A Palestinian woman living
in Rafah displays Israeli shrapnel
collected in her home, a sign of the ferocity and
frequency
with which residents are shelled. (Ronald de Hommel)
No one needs a college course, a political affairs
specialist, a newspaper columnist or a particular ethnic
or religious background to know that what is happening
here is absolutely and obscenely wrong. Anyone with eyes
can see, anyone with a heart can feel, anyone with a mind
can deduce that no human beings -- and certainly no
children -- should ever have to live like this.
This is wrong. This is terrorism. This is evil.
So it is no surprise that the Israeli Government and its
Army of Occupation do not want any foreign eyes, hearts,
or minds poking about here in Rafah, at the edge of the
edge, where dignity is disintegrating nearly as fast as
the last remaining shell-pocked buildings, where the
sound of something breaking might be a child's hope, a
family's crockery, a man's pride, a woman's mind, or the
international community's body of laws. Don't hear. Don't
ask. Don't think. It's not anything that concerns you.

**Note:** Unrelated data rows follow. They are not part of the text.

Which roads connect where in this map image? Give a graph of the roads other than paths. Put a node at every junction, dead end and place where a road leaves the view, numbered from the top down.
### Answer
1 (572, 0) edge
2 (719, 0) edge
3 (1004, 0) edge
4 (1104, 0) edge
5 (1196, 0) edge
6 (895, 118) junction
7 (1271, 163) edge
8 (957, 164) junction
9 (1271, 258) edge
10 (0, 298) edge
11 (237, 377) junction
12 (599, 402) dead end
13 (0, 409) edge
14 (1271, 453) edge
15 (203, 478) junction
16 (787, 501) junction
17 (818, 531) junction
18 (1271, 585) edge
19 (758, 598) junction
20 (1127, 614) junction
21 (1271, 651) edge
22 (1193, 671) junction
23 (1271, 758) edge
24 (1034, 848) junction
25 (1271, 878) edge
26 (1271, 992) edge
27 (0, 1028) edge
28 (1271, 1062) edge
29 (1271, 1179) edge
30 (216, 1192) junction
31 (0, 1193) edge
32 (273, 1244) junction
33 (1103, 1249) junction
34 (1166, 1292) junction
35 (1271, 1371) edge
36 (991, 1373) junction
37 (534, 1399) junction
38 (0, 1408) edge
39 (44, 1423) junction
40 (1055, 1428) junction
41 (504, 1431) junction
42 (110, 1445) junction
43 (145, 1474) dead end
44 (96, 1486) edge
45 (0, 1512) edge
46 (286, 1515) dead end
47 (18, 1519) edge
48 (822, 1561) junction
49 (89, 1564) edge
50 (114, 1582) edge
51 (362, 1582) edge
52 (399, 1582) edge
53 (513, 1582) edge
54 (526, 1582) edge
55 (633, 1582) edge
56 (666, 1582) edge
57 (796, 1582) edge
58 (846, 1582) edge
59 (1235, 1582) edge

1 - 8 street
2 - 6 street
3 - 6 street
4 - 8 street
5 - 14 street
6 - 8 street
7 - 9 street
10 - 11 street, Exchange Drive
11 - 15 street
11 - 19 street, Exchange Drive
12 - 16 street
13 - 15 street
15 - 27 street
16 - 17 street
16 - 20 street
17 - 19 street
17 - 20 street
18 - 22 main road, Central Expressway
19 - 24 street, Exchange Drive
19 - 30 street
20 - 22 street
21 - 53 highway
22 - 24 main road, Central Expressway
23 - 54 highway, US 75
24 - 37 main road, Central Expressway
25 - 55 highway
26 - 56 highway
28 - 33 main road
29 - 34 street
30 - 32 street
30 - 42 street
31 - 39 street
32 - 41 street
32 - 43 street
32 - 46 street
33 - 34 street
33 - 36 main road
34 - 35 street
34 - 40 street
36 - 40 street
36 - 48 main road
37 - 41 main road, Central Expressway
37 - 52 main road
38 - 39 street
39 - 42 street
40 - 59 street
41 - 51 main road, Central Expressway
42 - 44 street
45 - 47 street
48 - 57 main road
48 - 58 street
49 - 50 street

If no one sees these massive rights abuses and daily,
calculated cruelties, did they actually occur? If no one
acknowledges that there are human beings here, living in
the tiny spaces between the snipers' cross hairs, are
human rights even an issue? If no one hears the sobs of
the bereaved or the screams of those deranged by the
daily rape of the mind that is occupation, has anything
really been lost?
This is the age of reason after all, and we, watching our
televisions in the USA, are known to be reasonable
people. Hence, whatever we cannot see, hear, smell, taste
or touch really should be doubted, taken with a grain of
salt, considered askance with our characteristic,
street-savvy suspicion. We are no one's dupes, after all;
nobody is going to play on our sentiments with these
maudlin, second-hand tales of woe about how the oppressed
are suffering in some town whose name we cannot even
pronounce.
We shall withhold judgment until we can decide for
ourselves what is what. Maybe Christiane Amanpour or Ted
Koppel will do a special segment....
The IDF acted quite reasonably when it decided to keep
all those eyes, hearts, and minds far away from Rafah.
With the new
requirement that all visitors must sign a waiver
excusing the IDF in advance from murder and mayhem, it's
unlikely that many hearts, minds, and eyes will ever make
it into Gaza in the first place.

Members of the
International Solidarity Movement confront an Israeli
bulldozer in Rafah, under the watchful eye of a nearby
Israeli watchtower, 6 April 2003. The photographer, Tom Hurndall, was shot 6 days later from a
similar guard tower in Rafah, and was left clinically
dead.
Best that your feet never find their way to this edge of
inhumanity and despair. Best that the world keeps
thinking of "the conflict" in terms of abstract
propositions, hypothetical solutions, and diplomatic
scenarios.
Go ahead and ponder your Road
Maps from a distance, but keep the hell off this
sandy road that
leads to this jagged edge of Rafah. Let no one actually
find the lane that leads to this huge, gaping hole of
someone's grave, someone's wound, someone's demolished
house, someone's shattered international legal system,
someone's failed hopes for a country that aspired to be a
"light unto the nations."
Best that you continue to assume, from afar, that you are
in no way implicated in any of the events that will
happen tonight as a husband and wife close the
bullet-riddled front door of their battered house in
Rafah and crouch in the darkness shielding their three
small children from whizzing bullets, incoming artillery,
and hovering Apache attack helicopters with all that they
have left: tired bodies enclosing hearts filled with more
love and pain than any jagged fence or military order
could ever encompass.
Laurie King-Irani is one of the four co-founders of
the Electronic Intifada. She teaches Social Anthropology
in British Columbia and serves as North American
Coordinator for the International Campaign for Justice
for the Victims of Sabra and Shatila (www.indictsharon.net).